THE TASK » Each line below should be repeated exactly as written, with no pictures carried over.

□ □ □ □

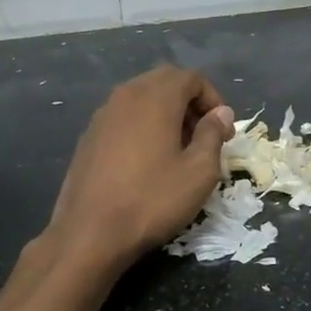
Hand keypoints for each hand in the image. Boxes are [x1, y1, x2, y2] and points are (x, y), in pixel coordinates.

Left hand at [44, 66, 234, 266]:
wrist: (90, 232)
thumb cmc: (152, 199)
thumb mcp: (199, 171)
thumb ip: (213, 135)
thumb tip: (221, 113)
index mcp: (155, 97)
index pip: (191, 77)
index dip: (213, 99)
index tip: (223, 131)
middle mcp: (126, 96)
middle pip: (164, 81)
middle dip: (189, 102)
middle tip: (203, 136)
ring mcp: (102, 115)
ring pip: (141, 99)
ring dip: (165, 114)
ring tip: (177, 149)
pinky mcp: (88, 137)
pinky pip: (123, 118)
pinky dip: (142, 127)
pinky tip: (147, 161)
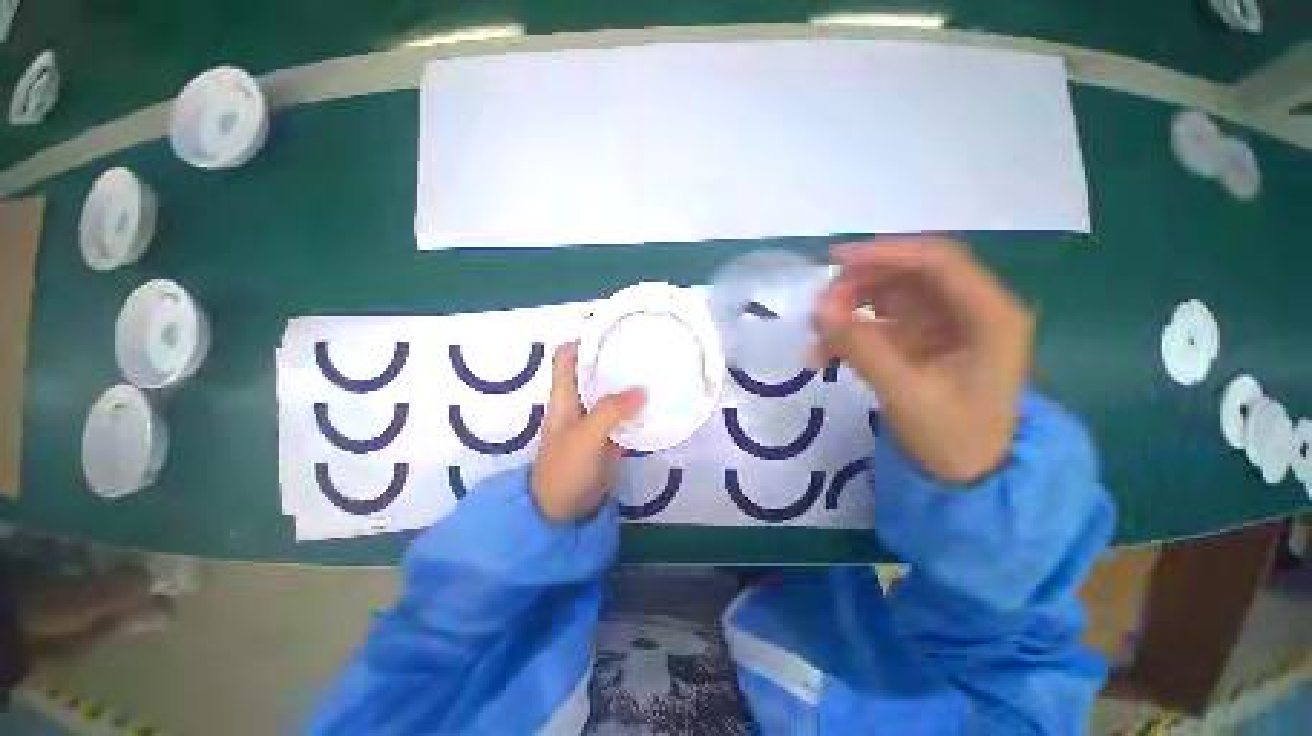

□ □ □ □

ANSWER TO THIS PROBLEM »
Hand keypoints for each hand in the image. Boxes are [x1, y1, x2, y2] and points are (x, y), in pixel coordinates.

Left hand at [44, 66, 234, 266]:
wrist: (90, 232)
thumb cmc: (152, 199)
thumb mcp: (199, 171)
thumb ip: (213, 135)
thumb tip: (221, 113)
index mcp: (155, 97)
index pip: (191, 77)
index dip: (213, 99)
index tip: (223, 131)
middle mcp: (126, 96)
middle pip: (164, 81)
middle dip: (189, 102)
middle tip: (203, 136)
ring mcp: (102, 115)
ring pip: (141, 99)
ring dip: (165, 114)
ring tip: (177, 149)
pinky mcp: (88, 137)
pinky pip: (123, 118)
pinky dip: (142, 127)
pinky tip: (147, 161)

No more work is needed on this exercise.